Could the data below please be reproduced word for word, without the pictures?

» **Extracted material**:
——
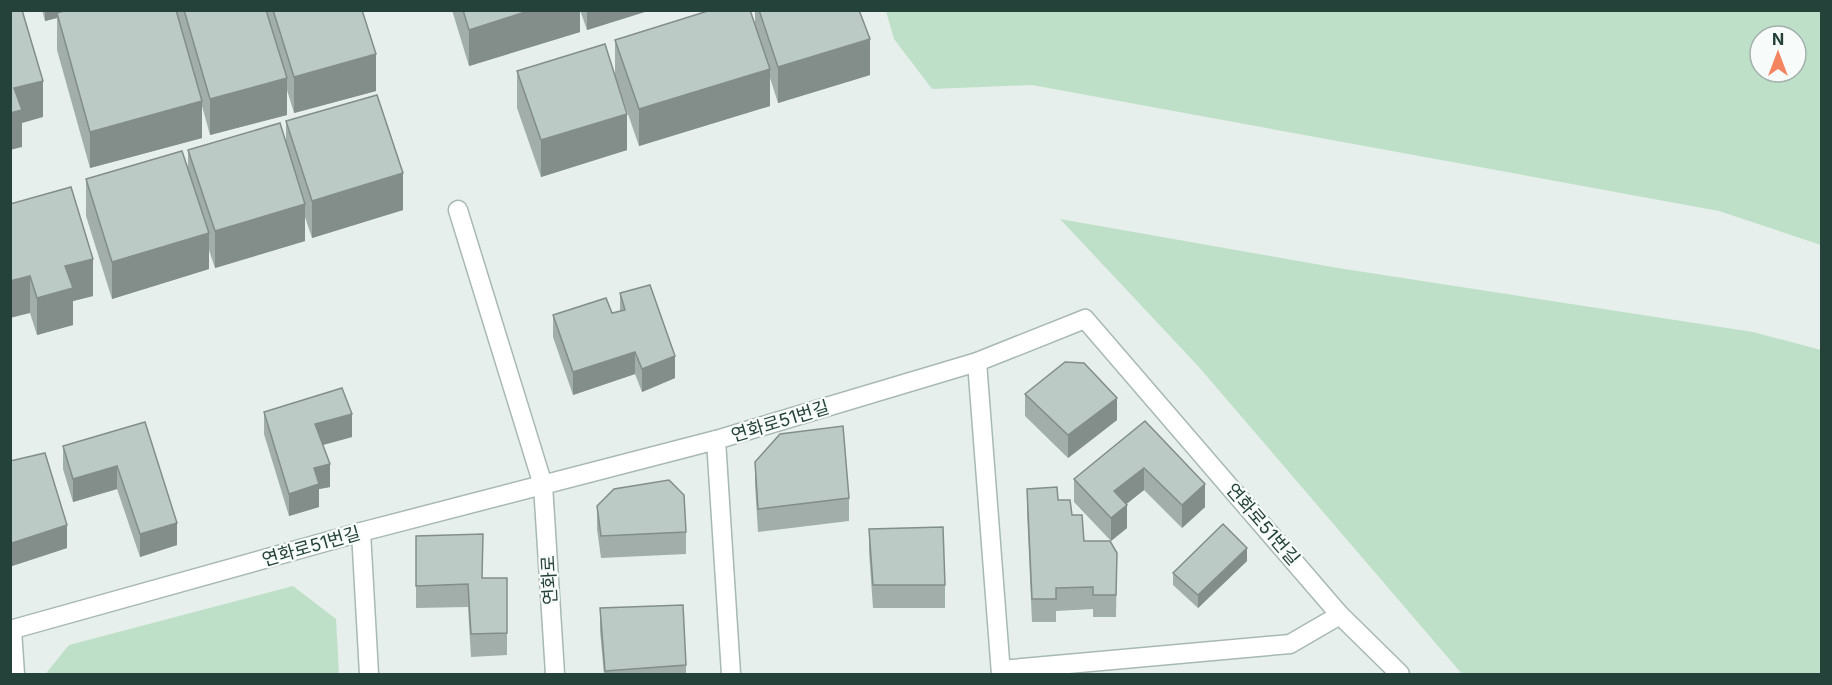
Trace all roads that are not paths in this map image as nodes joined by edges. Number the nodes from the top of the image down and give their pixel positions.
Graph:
1 (458, 210) dead end
2 (977, 362) junction
3 (716, 440) junction
4 (543, 485) junction
5 (361, 532) junction
6 (1340, 615) junction
7 (11, 630) edge
8 (1001, 672) edge
9 (15, 675) edge
10 (369, 675) edge
11 (555, 675) edge
12 (731, 675) edge
13 (1400, 675) edge

1 - 4 street, 연화로
2 - 3 street, 연화로51번길
2 - 6 street, 연화로51번길
2 - 8 street
3 - 4 street, 연화로51번길
3 - 12 street
4 - 5 street, 연화로51번길
4 - 11 street, 연화로
5 - 7 street, 연화로51번길
5 - 10 street
6 - 8 street
6 - 13 street, 연화로51번길
7 - 9 street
——
» **Answer section**:
Trace all roads that are not paths in this map image as nodes joined by edges. Number the nodes from the top of the image down and give their pixel positions.
Graph:
1 (458, 210) dead end
2 (977, 362) junction
3 (716, 440) junction
4 (543, 485) junction
5 (361, 532) junction
6 (1340, 615) junction
7 (11, 630) edge
8 (1001, 672) edge
9 (15, 675) edge
10 (369, 675) edge
11 (555, 675) edge
12 (731, 675) edge
13 (1400, 675) edge

1 - 4 street, 연화로
2 - 3 street, 연화로51번길
2 - 6 street, 연화로51번길
2 - 8 street
3 - 4 street, 연화로51번길
3 - 12 street
4 - 5 street, 연화로51번길
4 - 11 street, 연화로
5 - 7 street, 연화로51번길
5 - 10 street
6 - 8 street
6 - 13 street, 연화로51번길
7 - 9 street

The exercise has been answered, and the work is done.